**DATA FOR THIS TASK**.
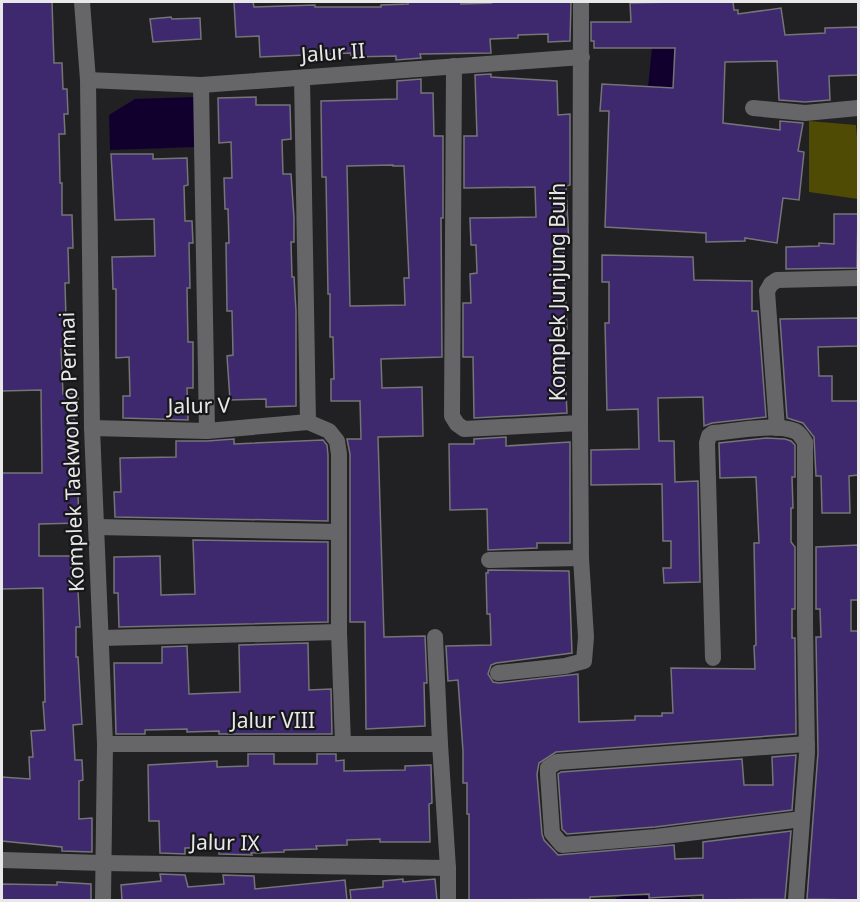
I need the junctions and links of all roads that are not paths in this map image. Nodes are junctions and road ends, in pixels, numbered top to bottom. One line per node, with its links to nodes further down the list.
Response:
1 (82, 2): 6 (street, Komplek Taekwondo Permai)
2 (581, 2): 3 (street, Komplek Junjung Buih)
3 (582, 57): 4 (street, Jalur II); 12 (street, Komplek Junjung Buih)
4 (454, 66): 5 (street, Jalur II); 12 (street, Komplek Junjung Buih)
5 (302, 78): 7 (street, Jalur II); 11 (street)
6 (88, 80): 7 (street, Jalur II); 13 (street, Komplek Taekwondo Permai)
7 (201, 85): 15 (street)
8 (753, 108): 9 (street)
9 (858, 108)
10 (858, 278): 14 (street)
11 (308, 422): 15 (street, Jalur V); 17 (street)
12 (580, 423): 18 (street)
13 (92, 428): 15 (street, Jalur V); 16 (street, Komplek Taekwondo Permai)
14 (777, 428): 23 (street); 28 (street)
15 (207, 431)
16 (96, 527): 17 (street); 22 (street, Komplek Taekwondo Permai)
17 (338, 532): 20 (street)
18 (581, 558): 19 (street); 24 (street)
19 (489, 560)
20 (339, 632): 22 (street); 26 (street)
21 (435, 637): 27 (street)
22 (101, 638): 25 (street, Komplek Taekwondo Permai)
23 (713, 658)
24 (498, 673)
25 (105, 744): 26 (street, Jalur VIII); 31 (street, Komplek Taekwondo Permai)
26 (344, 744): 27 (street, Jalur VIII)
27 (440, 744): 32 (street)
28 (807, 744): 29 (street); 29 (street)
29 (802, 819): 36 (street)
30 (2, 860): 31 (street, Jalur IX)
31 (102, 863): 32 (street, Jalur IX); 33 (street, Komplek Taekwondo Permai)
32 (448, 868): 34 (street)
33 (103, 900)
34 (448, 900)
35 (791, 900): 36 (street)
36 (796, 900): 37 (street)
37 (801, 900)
--
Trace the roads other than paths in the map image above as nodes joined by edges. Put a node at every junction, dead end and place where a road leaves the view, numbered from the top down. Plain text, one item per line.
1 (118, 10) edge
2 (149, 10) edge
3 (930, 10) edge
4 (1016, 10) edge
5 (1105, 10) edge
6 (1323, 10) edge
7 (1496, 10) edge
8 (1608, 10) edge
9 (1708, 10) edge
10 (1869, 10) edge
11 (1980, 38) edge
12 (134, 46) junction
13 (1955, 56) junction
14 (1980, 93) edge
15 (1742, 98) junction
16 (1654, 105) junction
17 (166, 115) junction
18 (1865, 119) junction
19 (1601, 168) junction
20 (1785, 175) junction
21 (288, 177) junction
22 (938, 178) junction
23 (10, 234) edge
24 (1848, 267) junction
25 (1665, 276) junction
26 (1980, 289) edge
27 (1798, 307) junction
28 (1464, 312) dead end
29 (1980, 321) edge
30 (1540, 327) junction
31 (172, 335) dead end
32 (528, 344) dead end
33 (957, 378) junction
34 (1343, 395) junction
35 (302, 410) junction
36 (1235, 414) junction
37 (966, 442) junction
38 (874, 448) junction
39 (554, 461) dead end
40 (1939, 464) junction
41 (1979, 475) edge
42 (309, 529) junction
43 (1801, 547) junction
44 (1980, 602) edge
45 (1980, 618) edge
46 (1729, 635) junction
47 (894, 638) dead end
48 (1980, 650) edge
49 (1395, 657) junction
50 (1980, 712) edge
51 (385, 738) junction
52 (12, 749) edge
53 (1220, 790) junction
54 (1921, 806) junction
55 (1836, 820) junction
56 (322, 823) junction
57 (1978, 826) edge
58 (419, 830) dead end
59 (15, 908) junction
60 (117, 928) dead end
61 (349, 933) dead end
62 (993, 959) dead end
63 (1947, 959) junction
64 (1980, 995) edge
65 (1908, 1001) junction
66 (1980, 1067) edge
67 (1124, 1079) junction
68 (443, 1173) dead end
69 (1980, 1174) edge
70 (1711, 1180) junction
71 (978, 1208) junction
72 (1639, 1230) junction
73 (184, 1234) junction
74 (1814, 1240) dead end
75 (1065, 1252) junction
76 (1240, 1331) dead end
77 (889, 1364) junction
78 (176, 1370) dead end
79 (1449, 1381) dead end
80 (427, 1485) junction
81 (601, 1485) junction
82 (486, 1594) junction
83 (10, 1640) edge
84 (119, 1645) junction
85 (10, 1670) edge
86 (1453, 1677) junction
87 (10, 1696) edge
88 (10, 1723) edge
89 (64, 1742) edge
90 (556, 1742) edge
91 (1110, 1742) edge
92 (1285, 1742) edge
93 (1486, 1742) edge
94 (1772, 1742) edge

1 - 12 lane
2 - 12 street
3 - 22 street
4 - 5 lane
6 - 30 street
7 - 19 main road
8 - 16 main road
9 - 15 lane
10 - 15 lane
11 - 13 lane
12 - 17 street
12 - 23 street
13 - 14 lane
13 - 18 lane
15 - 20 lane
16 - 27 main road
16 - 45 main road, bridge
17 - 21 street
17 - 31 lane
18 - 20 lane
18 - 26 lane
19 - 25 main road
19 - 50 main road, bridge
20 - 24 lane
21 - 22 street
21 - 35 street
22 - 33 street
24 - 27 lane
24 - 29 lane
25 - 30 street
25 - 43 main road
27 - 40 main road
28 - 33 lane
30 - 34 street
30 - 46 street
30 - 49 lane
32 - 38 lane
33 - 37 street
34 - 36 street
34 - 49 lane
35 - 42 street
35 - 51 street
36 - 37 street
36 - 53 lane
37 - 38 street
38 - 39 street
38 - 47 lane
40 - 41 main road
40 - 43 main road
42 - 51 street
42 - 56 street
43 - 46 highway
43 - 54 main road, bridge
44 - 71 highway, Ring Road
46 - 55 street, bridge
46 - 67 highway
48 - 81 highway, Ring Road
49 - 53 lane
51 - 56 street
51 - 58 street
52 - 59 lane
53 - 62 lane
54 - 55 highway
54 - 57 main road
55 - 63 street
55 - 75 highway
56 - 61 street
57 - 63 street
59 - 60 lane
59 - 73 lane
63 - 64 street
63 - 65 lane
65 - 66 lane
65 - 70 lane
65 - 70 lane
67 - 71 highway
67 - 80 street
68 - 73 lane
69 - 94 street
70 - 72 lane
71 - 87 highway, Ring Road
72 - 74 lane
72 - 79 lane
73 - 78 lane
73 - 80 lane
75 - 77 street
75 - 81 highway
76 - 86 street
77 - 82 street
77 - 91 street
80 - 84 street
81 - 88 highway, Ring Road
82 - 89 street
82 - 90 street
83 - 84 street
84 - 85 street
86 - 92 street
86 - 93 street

**WORK INSTRUCTIONS**.
Would you copy every line from the listing above that has the string "image" in it?

**RESPONSE AREA**.
I need the junctions and links of all roads that are not paths in this map image. Nodes are junctions and road ends, in pixels, numbered top to bottom. One line per node, with its links to nodes further down the list.
Trace the roads other than paths in the map image above as nodes joined by edges. Put a node at every junction, dead end and place where a road leaves the view, numbered from the top down. Plain text, one item per line.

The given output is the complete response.